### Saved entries
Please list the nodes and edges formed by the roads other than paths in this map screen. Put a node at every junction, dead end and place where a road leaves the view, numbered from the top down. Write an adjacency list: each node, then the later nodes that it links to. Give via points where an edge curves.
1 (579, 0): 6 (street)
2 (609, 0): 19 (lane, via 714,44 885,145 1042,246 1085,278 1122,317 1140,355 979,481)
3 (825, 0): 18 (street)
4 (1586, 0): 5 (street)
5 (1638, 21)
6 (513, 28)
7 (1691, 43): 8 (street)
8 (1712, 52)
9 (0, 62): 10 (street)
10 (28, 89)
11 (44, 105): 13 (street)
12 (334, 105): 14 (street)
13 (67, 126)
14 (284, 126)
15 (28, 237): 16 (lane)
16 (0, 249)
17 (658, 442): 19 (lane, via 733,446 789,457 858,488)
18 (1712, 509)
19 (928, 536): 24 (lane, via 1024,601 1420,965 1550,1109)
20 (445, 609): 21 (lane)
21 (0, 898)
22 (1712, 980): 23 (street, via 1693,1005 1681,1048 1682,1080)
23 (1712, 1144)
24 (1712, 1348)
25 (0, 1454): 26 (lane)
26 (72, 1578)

### What you are asked to do
Every entry above must be reproduced exactly.

### Written reply
Please list the nodes and edges formed by the roads other than paths in this map screen. Put a node at every junction, dead end and place where a road leaves the view, numbered from the top down. Write an adjacency list: each node, then the later nodes that it links to. Give via points where an edge curves.
1 (579, 0): 6 (street)
2 (609, 0): 19 (lane, via 714,44 885,145 1042,246 1085,278 1122,317 1140,355 979,481)
3 (825, 0): 18 (street)
4 (1586, 0): 5 (street)
5 (1638, 21)
6 (513, 28)
7 (1691, 43): 8 (street)
8 (1712, 52)
9 (0, 62): 10 (street)
10 (28, 89)
11 (44, 105): 13 (street)
12 (334, 105): 14 (street)
13 (67, 126)
14 (284, 126)
15 (28, 237): 16 (lane)
16 (0, 249)
17 (658, 442): 19 (lane, via 733,446 789,457 858,488)
18 (1712, 509)
19 (928, 536): 24 (lane, via 1024,601 1420,965 1550,1109)
20 (445, 609): 21 (lane)
21 (0, 898)
22 (1712, 980): 23 (street, via 1693,1005 1681,1048 1682,1080)
23 (1712, 1144)
24 (1712, 1348)
25 (0, 1454): 26 (lane)
26 (72, 1578)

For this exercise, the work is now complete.